TASK DESCRIPTION:
If a line includes "edges", copy it out of the entries.
-- RECORDED DATA follows --
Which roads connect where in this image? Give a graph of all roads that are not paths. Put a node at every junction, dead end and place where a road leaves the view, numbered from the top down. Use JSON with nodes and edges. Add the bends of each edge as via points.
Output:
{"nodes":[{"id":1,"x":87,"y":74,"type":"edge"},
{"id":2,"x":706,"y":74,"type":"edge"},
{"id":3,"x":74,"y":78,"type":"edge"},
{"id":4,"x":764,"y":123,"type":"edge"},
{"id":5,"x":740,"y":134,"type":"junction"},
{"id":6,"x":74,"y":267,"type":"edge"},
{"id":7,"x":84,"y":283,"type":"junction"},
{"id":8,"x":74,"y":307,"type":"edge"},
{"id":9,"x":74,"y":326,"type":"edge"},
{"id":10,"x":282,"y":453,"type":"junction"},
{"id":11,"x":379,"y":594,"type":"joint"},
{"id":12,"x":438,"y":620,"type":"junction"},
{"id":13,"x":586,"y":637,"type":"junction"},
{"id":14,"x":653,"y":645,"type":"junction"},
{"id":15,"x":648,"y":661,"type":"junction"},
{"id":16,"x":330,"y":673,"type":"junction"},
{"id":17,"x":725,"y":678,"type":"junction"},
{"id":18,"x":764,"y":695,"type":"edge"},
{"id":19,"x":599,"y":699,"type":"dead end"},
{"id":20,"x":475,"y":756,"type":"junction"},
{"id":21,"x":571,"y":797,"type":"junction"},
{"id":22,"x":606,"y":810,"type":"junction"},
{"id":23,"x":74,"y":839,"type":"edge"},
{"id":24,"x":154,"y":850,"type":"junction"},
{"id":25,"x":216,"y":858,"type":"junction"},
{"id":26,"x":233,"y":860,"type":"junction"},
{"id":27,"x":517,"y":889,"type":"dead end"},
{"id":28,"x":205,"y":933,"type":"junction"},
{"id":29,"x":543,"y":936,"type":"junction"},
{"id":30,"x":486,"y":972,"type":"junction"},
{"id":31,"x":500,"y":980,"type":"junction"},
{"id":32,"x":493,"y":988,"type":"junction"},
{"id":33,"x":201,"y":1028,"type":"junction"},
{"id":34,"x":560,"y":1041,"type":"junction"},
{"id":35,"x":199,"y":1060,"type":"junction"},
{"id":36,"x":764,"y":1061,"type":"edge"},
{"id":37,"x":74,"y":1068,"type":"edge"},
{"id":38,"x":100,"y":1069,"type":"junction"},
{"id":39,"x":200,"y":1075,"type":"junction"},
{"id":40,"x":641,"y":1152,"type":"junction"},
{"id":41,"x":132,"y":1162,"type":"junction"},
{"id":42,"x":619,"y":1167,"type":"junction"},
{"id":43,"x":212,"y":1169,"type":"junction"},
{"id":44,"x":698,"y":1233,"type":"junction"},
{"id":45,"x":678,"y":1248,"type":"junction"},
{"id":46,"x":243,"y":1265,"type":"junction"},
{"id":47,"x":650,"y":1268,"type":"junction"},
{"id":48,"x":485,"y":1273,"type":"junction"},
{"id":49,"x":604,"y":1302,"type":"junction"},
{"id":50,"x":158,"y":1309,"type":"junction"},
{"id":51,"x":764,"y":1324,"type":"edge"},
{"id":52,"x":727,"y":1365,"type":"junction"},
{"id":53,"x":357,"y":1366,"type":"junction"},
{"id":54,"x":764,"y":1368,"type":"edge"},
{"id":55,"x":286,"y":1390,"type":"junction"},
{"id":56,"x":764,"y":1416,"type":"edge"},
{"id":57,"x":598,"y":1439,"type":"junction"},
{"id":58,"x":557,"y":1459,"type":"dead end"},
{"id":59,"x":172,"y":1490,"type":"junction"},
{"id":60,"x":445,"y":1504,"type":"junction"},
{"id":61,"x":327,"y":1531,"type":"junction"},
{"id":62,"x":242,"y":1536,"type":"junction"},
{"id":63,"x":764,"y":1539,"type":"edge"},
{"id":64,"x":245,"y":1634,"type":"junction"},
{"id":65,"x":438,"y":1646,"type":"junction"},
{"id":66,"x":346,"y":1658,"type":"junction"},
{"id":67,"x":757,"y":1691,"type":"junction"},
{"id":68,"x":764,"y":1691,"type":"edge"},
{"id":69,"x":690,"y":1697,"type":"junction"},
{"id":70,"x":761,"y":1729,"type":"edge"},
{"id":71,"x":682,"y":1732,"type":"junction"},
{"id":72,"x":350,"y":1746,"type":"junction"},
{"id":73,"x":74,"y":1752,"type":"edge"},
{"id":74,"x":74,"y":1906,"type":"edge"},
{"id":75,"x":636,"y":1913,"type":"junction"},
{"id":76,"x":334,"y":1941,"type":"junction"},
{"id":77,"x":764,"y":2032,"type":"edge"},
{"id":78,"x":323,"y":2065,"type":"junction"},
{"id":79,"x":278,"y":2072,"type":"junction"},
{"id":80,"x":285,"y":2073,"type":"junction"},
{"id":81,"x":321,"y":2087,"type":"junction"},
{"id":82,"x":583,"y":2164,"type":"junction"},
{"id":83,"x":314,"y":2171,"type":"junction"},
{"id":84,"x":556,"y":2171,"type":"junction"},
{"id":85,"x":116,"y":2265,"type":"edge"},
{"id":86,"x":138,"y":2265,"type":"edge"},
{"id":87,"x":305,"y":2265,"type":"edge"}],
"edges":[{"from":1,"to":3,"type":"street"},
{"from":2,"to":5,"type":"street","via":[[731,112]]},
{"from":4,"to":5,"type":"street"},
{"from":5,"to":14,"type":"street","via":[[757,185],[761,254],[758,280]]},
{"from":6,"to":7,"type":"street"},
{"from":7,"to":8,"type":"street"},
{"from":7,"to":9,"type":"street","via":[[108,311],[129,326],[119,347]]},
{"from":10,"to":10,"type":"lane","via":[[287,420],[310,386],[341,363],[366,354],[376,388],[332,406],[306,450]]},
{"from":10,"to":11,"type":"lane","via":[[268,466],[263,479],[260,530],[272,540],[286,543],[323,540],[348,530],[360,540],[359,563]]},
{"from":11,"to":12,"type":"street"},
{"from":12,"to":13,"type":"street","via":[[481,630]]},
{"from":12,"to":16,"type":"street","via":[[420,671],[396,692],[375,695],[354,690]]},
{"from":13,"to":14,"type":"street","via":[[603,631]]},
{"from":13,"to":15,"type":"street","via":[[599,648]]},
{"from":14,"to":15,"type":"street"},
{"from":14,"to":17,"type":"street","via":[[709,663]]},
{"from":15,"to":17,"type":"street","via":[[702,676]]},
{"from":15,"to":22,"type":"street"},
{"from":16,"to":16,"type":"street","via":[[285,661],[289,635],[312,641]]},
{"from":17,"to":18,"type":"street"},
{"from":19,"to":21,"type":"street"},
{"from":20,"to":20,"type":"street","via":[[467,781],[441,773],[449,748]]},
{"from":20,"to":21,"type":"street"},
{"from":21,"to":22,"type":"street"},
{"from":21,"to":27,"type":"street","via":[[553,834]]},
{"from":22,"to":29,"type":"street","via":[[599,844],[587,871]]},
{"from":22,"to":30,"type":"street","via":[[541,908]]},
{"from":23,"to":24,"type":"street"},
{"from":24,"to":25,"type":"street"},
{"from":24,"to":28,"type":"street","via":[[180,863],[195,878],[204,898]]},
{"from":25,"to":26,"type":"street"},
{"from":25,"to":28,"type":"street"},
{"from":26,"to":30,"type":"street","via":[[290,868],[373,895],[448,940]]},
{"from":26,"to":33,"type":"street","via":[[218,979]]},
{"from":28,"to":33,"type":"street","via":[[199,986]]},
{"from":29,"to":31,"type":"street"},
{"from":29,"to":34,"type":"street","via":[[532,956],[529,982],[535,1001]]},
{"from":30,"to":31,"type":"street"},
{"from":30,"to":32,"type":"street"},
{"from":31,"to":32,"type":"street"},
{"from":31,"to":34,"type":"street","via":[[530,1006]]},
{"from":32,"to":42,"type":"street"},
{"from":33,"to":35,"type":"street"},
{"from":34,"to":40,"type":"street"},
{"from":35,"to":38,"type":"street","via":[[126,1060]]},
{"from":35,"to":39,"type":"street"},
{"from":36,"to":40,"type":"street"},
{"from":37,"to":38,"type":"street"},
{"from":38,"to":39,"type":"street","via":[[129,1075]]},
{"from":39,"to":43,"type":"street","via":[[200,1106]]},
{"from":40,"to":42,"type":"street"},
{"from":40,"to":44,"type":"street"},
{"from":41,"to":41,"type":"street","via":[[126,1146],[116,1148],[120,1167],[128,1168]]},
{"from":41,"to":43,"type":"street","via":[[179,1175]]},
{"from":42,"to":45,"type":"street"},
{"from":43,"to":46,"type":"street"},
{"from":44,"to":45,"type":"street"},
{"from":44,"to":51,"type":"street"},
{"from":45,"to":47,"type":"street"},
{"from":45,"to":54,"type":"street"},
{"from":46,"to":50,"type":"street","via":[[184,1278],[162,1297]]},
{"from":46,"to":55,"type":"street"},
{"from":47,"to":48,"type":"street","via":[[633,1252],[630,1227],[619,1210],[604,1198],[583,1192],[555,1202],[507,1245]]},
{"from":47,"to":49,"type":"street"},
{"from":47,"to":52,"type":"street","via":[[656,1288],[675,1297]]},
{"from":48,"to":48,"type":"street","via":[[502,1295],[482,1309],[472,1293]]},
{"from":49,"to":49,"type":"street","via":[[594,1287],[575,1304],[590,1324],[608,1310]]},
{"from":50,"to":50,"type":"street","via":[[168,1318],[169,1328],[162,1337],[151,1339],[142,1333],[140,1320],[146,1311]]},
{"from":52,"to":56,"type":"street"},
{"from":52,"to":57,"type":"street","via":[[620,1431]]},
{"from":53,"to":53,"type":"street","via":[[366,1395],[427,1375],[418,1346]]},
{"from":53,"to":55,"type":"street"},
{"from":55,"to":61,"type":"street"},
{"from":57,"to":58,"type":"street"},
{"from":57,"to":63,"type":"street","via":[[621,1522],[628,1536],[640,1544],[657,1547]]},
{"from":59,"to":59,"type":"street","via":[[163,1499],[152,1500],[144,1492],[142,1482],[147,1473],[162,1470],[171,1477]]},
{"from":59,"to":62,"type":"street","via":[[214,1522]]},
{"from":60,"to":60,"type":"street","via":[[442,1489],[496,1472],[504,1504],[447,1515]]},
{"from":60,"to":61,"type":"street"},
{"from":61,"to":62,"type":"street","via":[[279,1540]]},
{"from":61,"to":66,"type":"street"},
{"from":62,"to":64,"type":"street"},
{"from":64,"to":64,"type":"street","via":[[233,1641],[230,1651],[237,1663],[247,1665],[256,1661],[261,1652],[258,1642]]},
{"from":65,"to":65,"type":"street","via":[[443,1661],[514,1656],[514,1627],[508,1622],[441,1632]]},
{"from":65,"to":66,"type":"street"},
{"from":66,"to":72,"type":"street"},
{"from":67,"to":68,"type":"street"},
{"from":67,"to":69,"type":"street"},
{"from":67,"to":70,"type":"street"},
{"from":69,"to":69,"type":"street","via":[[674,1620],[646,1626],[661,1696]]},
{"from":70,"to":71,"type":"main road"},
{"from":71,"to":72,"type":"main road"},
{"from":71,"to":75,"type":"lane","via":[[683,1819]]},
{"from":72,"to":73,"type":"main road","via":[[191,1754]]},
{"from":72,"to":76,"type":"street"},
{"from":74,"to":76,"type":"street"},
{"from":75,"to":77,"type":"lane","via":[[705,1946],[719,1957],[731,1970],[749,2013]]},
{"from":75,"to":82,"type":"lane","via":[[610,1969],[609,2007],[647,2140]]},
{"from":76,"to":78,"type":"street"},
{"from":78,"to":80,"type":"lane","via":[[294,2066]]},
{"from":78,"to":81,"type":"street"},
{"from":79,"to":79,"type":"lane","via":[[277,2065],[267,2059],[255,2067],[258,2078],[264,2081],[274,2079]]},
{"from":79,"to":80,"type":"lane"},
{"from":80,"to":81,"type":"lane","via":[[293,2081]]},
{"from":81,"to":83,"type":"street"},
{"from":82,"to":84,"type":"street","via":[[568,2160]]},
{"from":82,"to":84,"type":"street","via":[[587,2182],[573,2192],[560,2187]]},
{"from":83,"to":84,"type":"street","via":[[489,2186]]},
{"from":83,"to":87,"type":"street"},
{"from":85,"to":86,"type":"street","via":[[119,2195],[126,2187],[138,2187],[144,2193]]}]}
-- RECORDED DATA concluded --
ANSWER SPACE:
Which roads connect where in this image? Give a graph of all roads that are not paths. Put a node at every junction, dead end and place where a road leaves the view, numbered from the top down. Use JSON with nodes and edges. Add the bends of each edge as via points.
"edges":[{"from":1,"to":3,"type":"street"},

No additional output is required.